いつか米河君が言っておりましたけど、鉄道趣味の世界の人たちは総じて、そういう思いを皆さん持っておいでだと。それは何も今の世代だけでなく、その世界の先人の皆さんも、同じような感覚をお持ちだったようですね。

 現に米河君は、中学生の頃、O大学の鉄研の例会に行くついでに、国鉄の鉄道管理局やら気動車区などに行っては、職員の人たちと仲良くなって、いろいろな資料をもらったり見せてもらったりしていたようですが、その頃から10年少々前の、新幹線が岡山に来る前の山陽本線の特急の資料とか、そういうものをもらうというパターンが多かったと聞いています。本なんかでも、古本で買ったり、あるいは図書館で借りたりして、そういうところから、昔の資料を集めては読んでいたと聞いております。

 ベストテンのあの話も、それと同じ要素が強く出たものではないか。

 私、彼に前に会ったときも申しましたけど、娘がまだ小学生の頃、数度ばかり夜更かしを注意したことがありまして、その時には必ず、こいつが昔言っていた「幼稚園児じゃあるまいし・・・」って言葉を思い出したものです。
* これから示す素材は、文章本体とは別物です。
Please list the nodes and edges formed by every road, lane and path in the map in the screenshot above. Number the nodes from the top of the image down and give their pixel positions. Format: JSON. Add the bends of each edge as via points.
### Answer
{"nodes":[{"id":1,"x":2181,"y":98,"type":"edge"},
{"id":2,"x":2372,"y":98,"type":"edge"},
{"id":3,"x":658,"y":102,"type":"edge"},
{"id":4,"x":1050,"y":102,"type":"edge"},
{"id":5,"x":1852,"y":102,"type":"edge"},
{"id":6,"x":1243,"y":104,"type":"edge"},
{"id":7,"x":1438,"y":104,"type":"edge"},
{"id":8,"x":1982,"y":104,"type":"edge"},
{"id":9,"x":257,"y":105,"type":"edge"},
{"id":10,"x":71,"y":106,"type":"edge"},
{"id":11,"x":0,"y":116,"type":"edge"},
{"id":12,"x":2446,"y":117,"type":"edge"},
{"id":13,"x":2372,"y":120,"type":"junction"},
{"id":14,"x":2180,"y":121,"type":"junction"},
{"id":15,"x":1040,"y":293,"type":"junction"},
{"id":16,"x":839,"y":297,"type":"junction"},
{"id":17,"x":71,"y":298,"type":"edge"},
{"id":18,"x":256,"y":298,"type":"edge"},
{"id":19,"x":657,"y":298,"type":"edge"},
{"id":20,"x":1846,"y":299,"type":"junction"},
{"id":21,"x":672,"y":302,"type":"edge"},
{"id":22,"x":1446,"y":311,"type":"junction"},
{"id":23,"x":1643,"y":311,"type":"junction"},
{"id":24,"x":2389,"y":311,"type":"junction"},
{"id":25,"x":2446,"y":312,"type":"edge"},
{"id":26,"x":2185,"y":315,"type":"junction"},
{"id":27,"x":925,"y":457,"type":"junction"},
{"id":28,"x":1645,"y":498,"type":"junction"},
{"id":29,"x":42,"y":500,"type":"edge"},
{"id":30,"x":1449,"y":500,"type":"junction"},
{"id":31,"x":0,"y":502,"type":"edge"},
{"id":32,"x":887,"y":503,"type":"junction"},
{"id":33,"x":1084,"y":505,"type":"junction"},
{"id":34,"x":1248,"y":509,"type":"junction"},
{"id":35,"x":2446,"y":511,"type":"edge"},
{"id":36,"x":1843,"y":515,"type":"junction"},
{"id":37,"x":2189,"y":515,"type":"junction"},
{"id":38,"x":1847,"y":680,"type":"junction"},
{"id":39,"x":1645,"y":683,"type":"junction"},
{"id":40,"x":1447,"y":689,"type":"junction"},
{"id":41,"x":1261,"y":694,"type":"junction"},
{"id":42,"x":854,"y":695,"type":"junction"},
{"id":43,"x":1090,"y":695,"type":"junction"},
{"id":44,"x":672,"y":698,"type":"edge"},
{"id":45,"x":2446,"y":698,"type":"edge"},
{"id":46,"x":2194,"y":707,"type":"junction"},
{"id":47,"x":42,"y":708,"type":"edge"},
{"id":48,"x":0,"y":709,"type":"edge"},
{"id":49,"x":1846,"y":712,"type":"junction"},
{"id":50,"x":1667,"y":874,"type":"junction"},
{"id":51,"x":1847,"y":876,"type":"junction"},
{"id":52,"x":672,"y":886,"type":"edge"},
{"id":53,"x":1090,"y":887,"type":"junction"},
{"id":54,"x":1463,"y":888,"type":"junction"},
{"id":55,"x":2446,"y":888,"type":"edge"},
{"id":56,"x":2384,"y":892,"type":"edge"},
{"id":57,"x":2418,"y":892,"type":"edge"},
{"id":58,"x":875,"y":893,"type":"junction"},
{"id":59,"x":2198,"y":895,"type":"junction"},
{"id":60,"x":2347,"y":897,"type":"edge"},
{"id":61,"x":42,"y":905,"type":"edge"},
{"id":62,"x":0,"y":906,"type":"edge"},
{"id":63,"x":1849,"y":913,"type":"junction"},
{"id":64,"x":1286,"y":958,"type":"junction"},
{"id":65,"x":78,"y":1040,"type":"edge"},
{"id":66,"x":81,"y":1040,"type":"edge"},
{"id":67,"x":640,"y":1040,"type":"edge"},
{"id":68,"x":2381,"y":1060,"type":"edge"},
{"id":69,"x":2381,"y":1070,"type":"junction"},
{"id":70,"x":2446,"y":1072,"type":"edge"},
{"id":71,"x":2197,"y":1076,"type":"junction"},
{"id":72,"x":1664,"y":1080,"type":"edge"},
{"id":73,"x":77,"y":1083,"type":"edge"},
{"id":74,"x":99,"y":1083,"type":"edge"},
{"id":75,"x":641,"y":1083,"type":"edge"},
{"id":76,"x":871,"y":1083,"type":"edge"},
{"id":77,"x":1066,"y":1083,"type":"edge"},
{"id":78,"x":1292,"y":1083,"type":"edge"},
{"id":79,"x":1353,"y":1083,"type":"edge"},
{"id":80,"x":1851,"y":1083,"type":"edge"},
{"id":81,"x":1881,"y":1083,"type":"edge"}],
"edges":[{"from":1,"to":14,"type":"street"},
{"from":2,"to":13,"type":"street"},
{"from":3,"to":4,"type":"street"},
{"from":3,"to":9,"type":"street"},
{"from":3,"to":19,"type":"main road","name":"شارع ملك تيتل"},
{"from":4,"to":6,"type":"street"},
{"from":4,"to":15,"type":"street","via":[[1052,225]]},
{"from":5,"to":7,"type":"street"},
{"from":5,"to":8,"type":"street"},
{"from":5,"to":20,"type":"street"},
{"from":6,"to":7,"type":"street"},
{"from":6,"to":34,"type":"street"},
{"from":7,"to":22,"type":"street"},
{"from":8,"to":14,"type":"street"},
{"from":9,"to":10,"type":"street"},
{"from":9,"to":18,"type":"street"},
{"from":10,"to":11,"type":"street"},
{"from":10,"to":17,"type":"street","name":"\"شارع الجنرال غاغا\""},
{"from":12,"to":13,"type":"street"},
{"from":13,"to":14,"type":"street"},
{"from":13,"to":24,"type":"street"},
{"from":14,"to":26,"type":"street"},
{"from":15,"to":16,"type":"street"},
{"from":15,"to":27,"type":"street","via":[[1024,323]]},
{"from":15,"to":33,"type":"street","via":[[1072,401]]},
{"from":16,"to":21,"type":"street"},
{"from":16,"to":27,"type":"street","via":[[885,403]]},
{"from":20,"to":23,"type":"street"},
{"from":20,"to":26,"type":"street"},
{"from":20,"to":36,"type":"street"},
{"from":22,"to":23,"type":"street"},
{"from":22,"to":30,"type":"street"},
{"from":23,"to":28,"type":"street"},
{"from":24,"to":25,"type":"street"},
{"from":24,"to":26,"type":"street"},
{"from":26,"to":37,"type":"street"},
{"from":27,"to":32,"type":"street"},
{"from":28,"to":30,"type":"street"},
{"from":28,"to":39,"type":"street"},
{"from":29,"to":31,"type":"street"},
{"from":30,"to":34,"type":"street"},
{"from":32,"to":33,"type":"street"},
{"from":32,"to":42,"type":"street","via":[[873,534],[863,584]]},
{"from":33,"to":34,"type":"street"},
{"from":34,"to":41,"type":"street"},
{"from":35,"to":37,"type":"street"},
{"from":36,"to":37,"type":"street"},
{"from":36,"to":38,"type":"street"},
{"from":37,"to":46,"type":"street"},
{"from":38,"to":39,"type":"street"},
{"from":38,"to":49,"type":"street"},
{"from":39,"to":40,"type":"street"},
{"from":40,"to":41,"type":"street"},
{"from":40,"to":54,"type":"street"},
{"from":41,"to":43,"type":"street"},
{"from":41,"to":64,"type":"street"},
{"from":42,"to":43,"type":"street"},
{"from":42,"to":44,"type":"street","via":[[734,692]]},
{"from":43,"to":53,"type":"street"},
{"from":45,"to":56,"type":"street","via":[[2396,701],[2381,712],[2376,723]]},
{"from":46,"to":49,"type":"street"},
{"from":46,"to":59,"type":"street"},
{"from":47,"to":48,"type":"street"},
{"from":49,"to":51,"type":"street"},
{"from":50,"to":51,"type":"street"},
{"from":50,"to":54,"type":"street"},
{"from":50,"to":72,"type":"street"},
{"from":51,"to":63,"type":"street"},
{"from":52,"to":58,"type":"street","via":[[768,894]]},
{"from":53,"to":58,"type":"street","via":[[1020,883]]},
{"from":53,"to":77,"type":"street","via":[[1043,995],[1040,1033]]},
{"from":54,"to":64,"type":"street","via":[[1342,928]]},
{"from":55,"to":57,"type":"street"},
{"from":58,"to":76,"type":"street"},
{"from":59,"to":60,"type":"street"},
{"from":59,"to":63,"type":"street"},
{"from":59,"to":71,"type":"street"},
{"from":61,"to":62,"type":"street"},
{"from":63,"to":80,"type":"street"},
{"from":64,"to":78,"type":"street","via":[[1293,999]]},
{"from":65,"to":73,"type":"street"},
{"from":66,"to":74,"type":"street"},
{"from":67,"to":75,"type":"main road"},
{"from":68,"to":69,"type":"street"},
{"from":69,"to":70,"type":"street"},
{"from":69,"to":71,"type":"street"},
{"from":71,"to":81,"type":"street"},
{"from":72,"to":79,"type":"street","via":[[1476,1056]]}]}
宵の口の8時やそこらから寝てられるか、ってのを。


「ええ、賀来君のおっしゃる通り。もう、それ以外の何物でもありません。以上。そうとしか、確かに申し上げようのない話です。うちの鉄研で2歳下になる神戸の芸術家の息子というのがおりまして、彼に言わせれば、一種の倒錯した心理だとか何とか」

 そこまで言ってロックの焼酎をすすった米河氏に対し、賀来氏が話を変えてきた。

「実は前に会ったとき、彼がこの写真を見て、松田聖子の『蒼いフォトグラフ』って歌を引合いに出してくれましてね、あれは本来若い男女の歌であるはずですが、私共のような父親と娘の関係においてもその関係は成立つ、ある意味対等な男女の関係よりもむしろ的確に当てはまる面があると、のたまってくれましてね」

「ああ、ゆうた、言うたとも(苦笑)。そんなこともあろうかと思って、今日はプリントアウトしてきております。改めてどうぞご一読くださいませ」

 米河氏はあらかじめ用意していた紙をテーブルの上に提示した。彼の同級生と元校長で養護施設職員だった老紳士が、その歌詞の文字を追っている。その紙上には、米河氏がお世辞にもきれいとは言えない字で書いたメモ書きもある。
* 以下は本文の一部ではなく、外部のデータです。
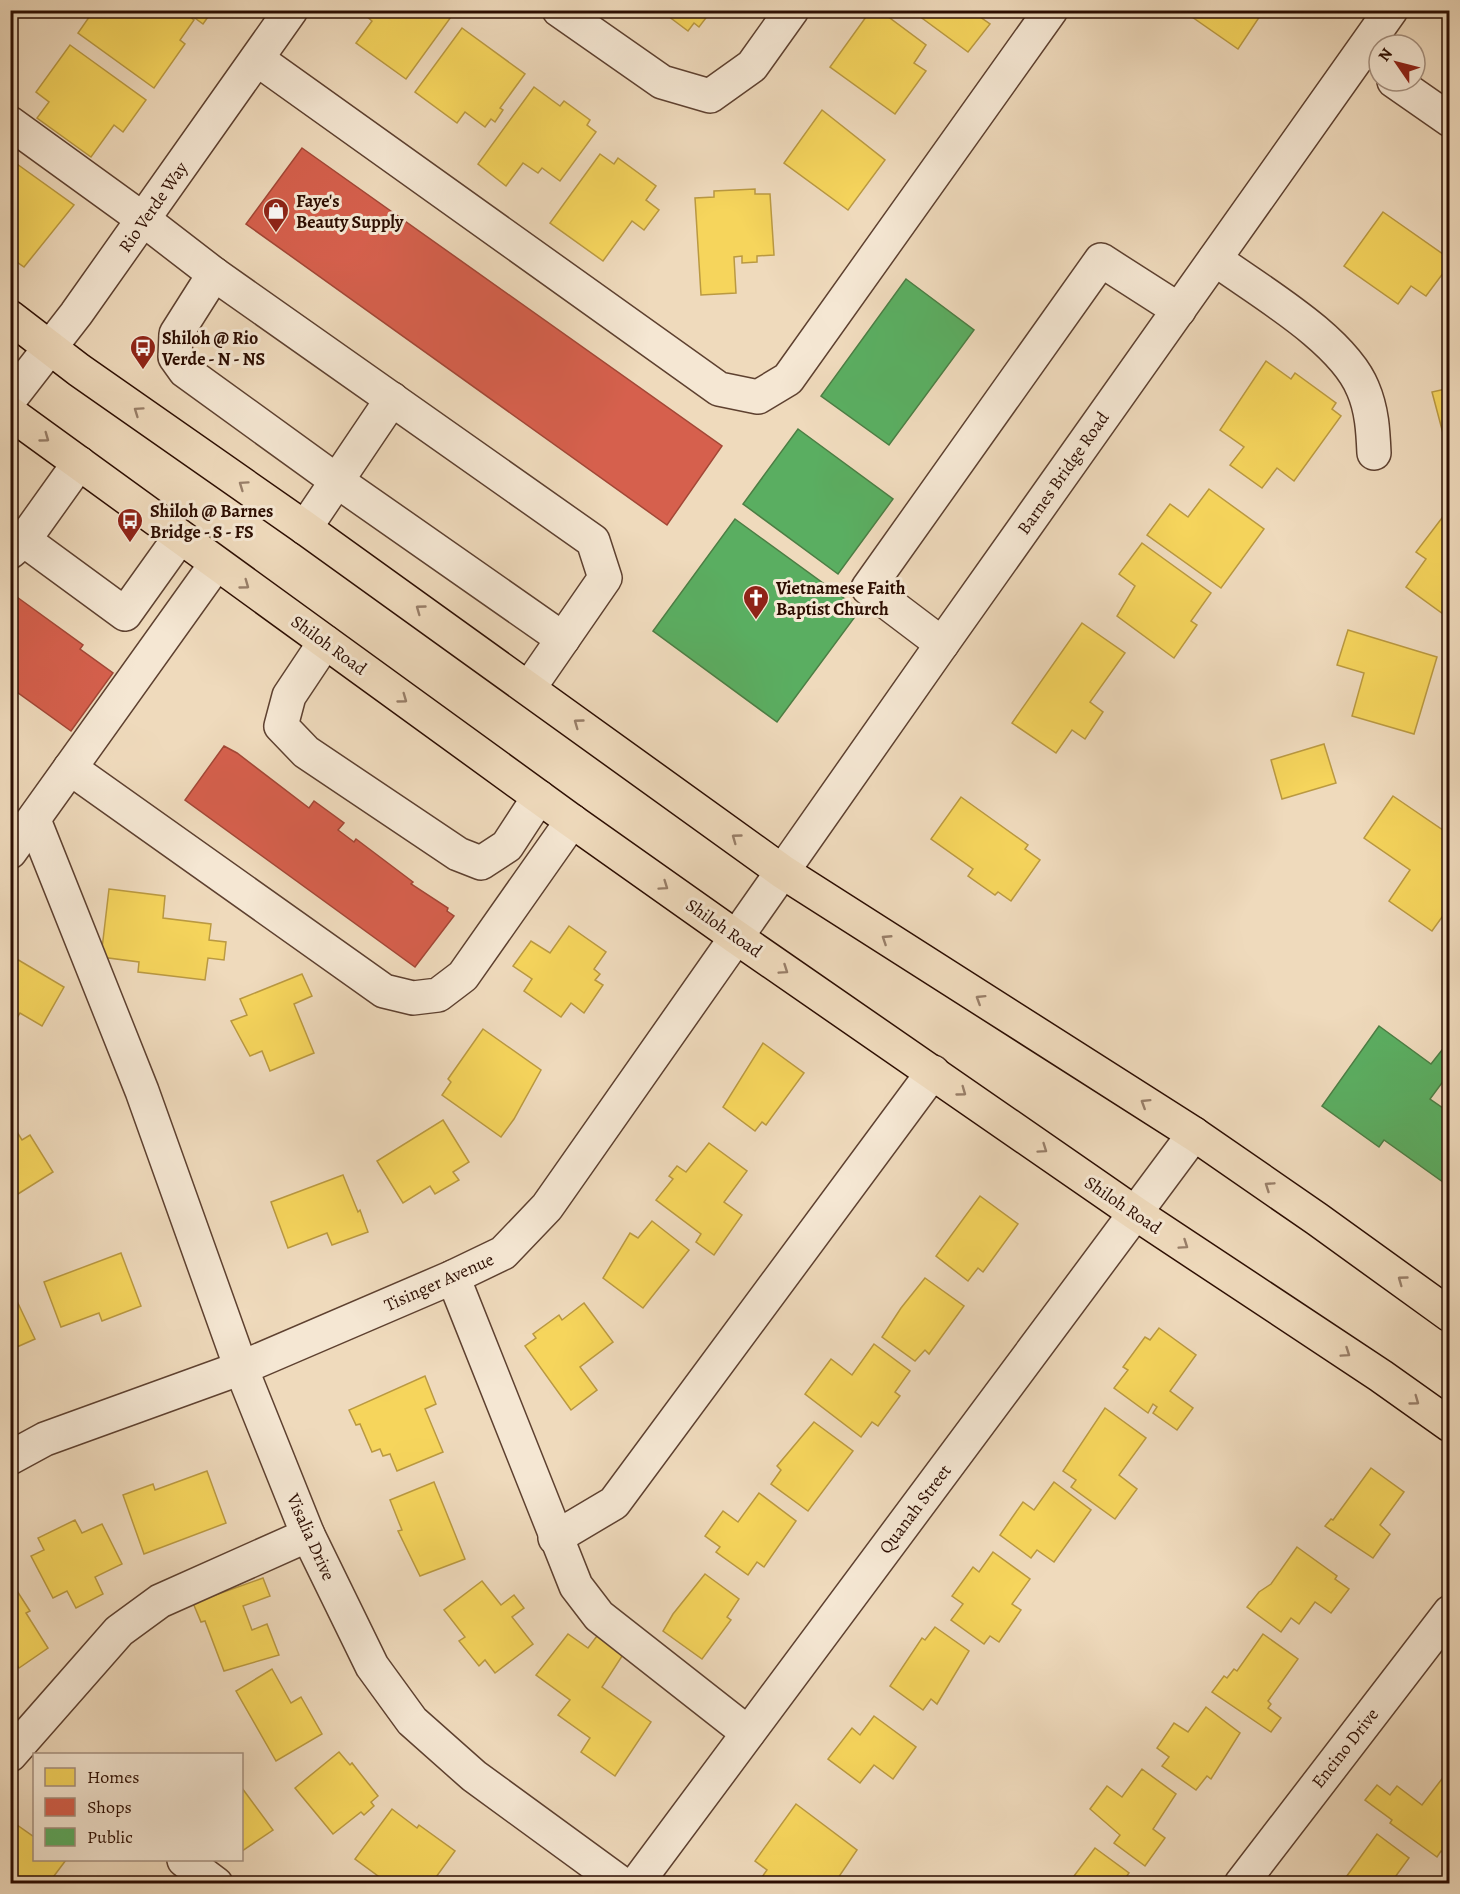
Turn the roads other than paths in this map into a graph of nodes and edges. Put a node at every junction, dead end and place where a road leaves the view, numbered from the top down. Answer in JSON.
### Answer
{"nodes":[{"id":1,"x":291,"y":10,"type":"edge"},
{"id":2,"x":559,"y":10,"type":"edge"},
{"id":3,"x":792,"y":10,"type":"edge"},
{"id":4,"x":1051,"y":10,"type":"edge"},
{"id":5,"x":1391,"y":10,"type":"edge"},
{"id":6,"x":1382,"y":33,"type":"edge"},
{"id":7,"x":257,"y":59,"type":"junction"},
{"id":8,"x":1367,"y":67,"type":"edge"},
{"id":9,"x":1411,"y":93,"type":"edge"},
{"id":10,"x":1449,"y":120,"type":"edge"},
{"id":11,"x":10,"y":123,"type":"edge"},
{"id":12,"x":144,"y":220,"type":"junction"},
{"id":13,"x":1215,"y":259,"type":"junction"},
{"id":14,"x":214,"y":274,"type":"junction"},
{"id":15,"x":1179,"y":310,"type":"junction"},
{"id":16,"x":10,"y":317,"type":"edge"},
{"id":17,"x":51,"y":347,"type":"junction"},
{"id":18,"x":10,"y":399,"type":"edge"},
{"id":19,"x":392,"y":399,"type":"junction"},
{"id":20,"x":10,"y":413,"type":"edge"},
{"id":21,"x":1374,"y":453,"type":"dead end"},
{"id":22,"x":79,"y":463,"type":"junction"},
{"id":23,"x":337,"y":481,"type":"junction"},
{"id":24,"x":306,"y":528,"type":"junction"},
{"id":25,"x":180,"y":537,"type":"junction"},
{"id":26,"x":17,"y":546,"type":"edge"},
{"id":27,"x":216,"y":564,"type":"junction"},
{"id":28,"x":563,"y":639,"type":"junction"},
{"id":29,"x":325,"y":642,"type":"junction"},
{"id":30,"x":942,"y":644,"type":"junction"},
{"id":31,"x":529,"y":688,"type":"junction"},
{"id":32,"x":70,"y":768,"type":"junction"},
{"id":33,"x":539,"y":797,"type":"junction"},
{"id":34,"x":34,"y":820,"type":"junction"},
{"id":35,"x":572,"y":821,"type":"junction"},
{"id":36,"x":10,"y":852,"type":"edge"},
{"id":37,"x":783,"y":872,"type":"junction"},
{"id":38,"x":736,"y":937,"type":"junction"},
{"id":39,"x":933,"y":1071,"type":"junction"},
{"id":40,"x":1194,"y":1134,"type":"junction"},
{"id":41,"x":1135,"y":1213,"type":"junction"},
{"id":42,"x":453,"y":1276,"type":"junction"},
{"id":43,"x":1449,"y":1315,"type":"edge"},
{"id":44,"x":241,"y":1368,"type":"junction"},
{"id":45,"x":1449,"y":1425,"type":"edge"},
{"id":46,"x":10,"y":1458,"type":"edge"},
{"id":47,"x":308,"y":1535,"type":"junction"},
{"id":48,"x":555,"y":1538,"type":"junction"},
{"id":49,"x":1449,"y":1612,"type":"edge"},
{"id":50,"x":748,"y":1733,"type":"junction"},
{"id":51,"x":26,"y":1750,"type":"edge"},
{"id":52,"x":185,"y":1861,"type":"edge"},
{"id":53,"x":216,"y":1884,"type":"edge"},
{"id":54,"x":622,"y":1884,"type":"edge"},
{"id":55,"x":636,"y":1884,"type":"edge"},
{"id":56,"x":1241,"y":1884,"type":"edge"}],
"edges":[{"from":1,"to":7,"type":"street","name":"Rio Verde Way"},
{"from":2,"to":3,"type":"street"},
{"from":4,"to":7,"type":"street"},
{"from":5,"to":6,"type":"street","name":"Barnes Bridge Road"},
{"from":7,"to":12,"type":"street","name":"Rio Verde Way"},
{"from":8,"to":13,"type":"street","name":"Barnes Bridge Road"},
{"from":9,"to":10,"type":"street"},
{"from":11,"to":12,"type":"street"},
{"from":12,"to":14,"type":"street"},
{"from":12,"to":17,"type":"street","name":"Rio Verde Way"},
{"from":13,"to":15,"type":"street","name":"Barnes Bridge Road"},
{"from":13,"to":21,"type":"street"},
{"from":14,"to":19,"type":"street"},
{"from":14,"to":23,"type":"street"},
{"from":15,"to":30,"type":"street","name":"Barnes Bridge Road"},
{"from":15,"to":30,"type":"street"},
{"from":16,"to":17,"type":"main road"},
{"from":17,"to":18,"type":"street","name":"Rio Verde Way"},
{"from":24,"to":17,"type":"main road","one_way":true},
{"from":19,"to":23,"type":"street"},
{"from":19,"to":28,"type":"street"},
{"from":20,"to":22,"type":"main road","name":"Shiloh Road","one_way":true},
{"from":22,"to":25,"type":"main road","name":"Shiloh Road"},
{"from":22,"to":26,"type":"street"},
{"from":23,"to":24,"type":"street"},
{"from":23,"to":28,"type":"street"},
{"from":31,"to":24,"type":"main road","one_way":true},
{"from":25,"to":26,"type":"street"},
{"from":25,"to":27,"type":"main road","name":"Shiloh Road"},
{"from":27,"to":29,"type":"main road","name":"Shiloh Road","one_way":true},
{"from":27,"to":32,"type":"street"},
{"from":28,"to":31,"type":"street"},
{"from":29,"to":33,"type":"main road","name":"Shiloh Road","one_way":true},
{"from":29,"to":33,"type":"street"},
{"from":30,"to":37,"type":"street","name":"Barnes Bridge Road"},
{"from":37,"to":31,"type":"main road","one_way":true},
{"from":32,"to":34,"type":"street"},
{"from":32,"to":35,"type":"street"},
{"from":33,"to":35,"type":"main road","name":"Shiloh Road"},
{"from":34,"to":36,"type":"street"},
{"from":34,"to":44,"type":"street","name":"Visalia Drive"},
{"from":35,"to":38,"type":"main road","name":"Shiloh Road","one_way":true},
{"from":37,"to":38,"type":"street","name":"Barnes Bridge Road"},
{"from":40,"to":37,"type":"main road","one_way":true},
{"from":38,"to":39,"type":"main road","name":"Shiloh Road","one_way":true},
{"from":38,"to":42,"type":"street","name":"Tisinger Avenue"},
{"from":39,"to":41,"type":"main road","name":"Shiloh Road","one_way":true},
{"from":39,"to":48,"type":"street"},
{"from":40,"to":41,"type":"street","name":"Quanah Street"},
{"from":43,"to":40,"type":"main road","one_way":true},
{"from":41,"to":45,"type":"main road","name":"Shiloh Road","one_way":true},
{"from":41,"to":50,"type":"street","name":"Quanah Street"},
{"from":42,"to":44,"type":"street","name":"Tisinger Avenue"},
{"from":42,"to":48,"type":"street"},
{"from":44,"to":46,"type":"street","name":"Tisinger Avenue"},
{"from":44,"to":47,"type":"street","name":"Visalia Drive"},
{"from":47,"to":51,"type":"street"},
{"from":47,"to":54,"type":"street","name":"Visalia Drive"},
{"from":48,"to":50,"type":"street"},
{"from":49,"to":56,"type":"street","name":"Encino Drive"},
{"from":50,"to":55,"type":"street","name":"Quanah Street"},
{"from":52,"to":53,"type":"street"}]}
「まあしかし、ミミズの這った文字で好きなこと書きよってからに・・・」

 やり玉に挙げられた賀来氏が、呆れながらつぶやく。

「この歌詞を読むからに、作詞家の意図はともあれ、確かに、米河君の解釈が成立する余地は、十分にあり得るね。で、先日うかがったところ、米河君は賀来さんに、物理的かつ皮相的な論点でかみつくなとか何とか、述べたそうだな」

「ええ。この歌詞によれば、その男女の写った写真が一度破られ、修復措置としておそらくはセロテープで貼られたという趣旨の言葉が出てきます。賀来君の娘さんが幼い頃の家族写真、確かに破られたりテープで貼られたりはしていませんが、彼は、当時の思い出に対してそのような行為を心の中でしていたのではないかと、述べてくれました」

「確かに、そう述べました。あの歌、私も中学生のころから何度となく聞きましたから、歌詞はわかっていました。あの歌の出だしで印象も強かったですからね、その部分の歌詞の内容が。そこは確かに、米河君の指摘はさすが鋭いなと、思った次第です。しかし彼ね、まどかやその友人らにとって、私の今の彼女たちに対する立ち位置が、彼が養護施設にいたときの職員、特に担当の保母さんと同じようなもので、まどかにとってはたまたま実の父親であるにすぎないと、そういう指摘をしてきました。これはこれで、間違えいではないです。ただ私が、そこを、今の法令通りの保育士という言葉で述べたものですから、見事に、法令用語の解説を、こいつ、しでかしてくれましたよ(笑)」

「その場面にはいなかったけど、私には容易に想像がつきますね。法令上、保育士は当時保母、養護施設であって児童養護施設じゃなかったとか、そんなところでしょう」

「まったくもって、そのとおりですよ。人によくまあ、物理的で皮相的な論点でかみつくなと言いながら、そういう自分も同じことしてやり返してきているではないかと、ここはしっかりと、言い返してやりました(苦笑)」

「は、ハイ。確かに、皮相的なかみつきであったことは、認めなくもないです(苦笑)」


 一見相手の揚げ足を取合っているようにも聞こえるやり取りではあるが、場の雰囲気は決して悪いわけではない。彼らは一様に機嫌よく、それぞれが頼んでいるつまみを食べつつ、焼酎と呼ばれる酒と氷をグラスに補充しつつ飲んでいる。時として、酒の入っていない透明な液体を口にすることもあるが、それは水分補給用の水である。

 

「それじゃあ、米河君、今度の下山さんの件、来週、頼む。正確な日時は、こちらから連絡するので、よろしく。君の予定のほうはすでにお聞きしているから、そちらに合せてお越しいただくことにするから」

「はい、わかりました。これでようやく、宿題が完成しそうですね」

 老教師の出している「宿題」というのは、作家氏にとっては「取材」とそれに伴うルポの執筆のこと。

 その「取材」がなければ、その宿題は先に進まず、永遠に完成しない。

 夏休みの宿題のように期限は特にないのだが、そのかわり、その成果は彼のつむいだ文字を通して、人類史上の片隅に、永遠に残るものなのである。


「出来栄えが今から、楽しみですな」

 政治家に転身予定の作家の同級生が、一言、合いの手を打った。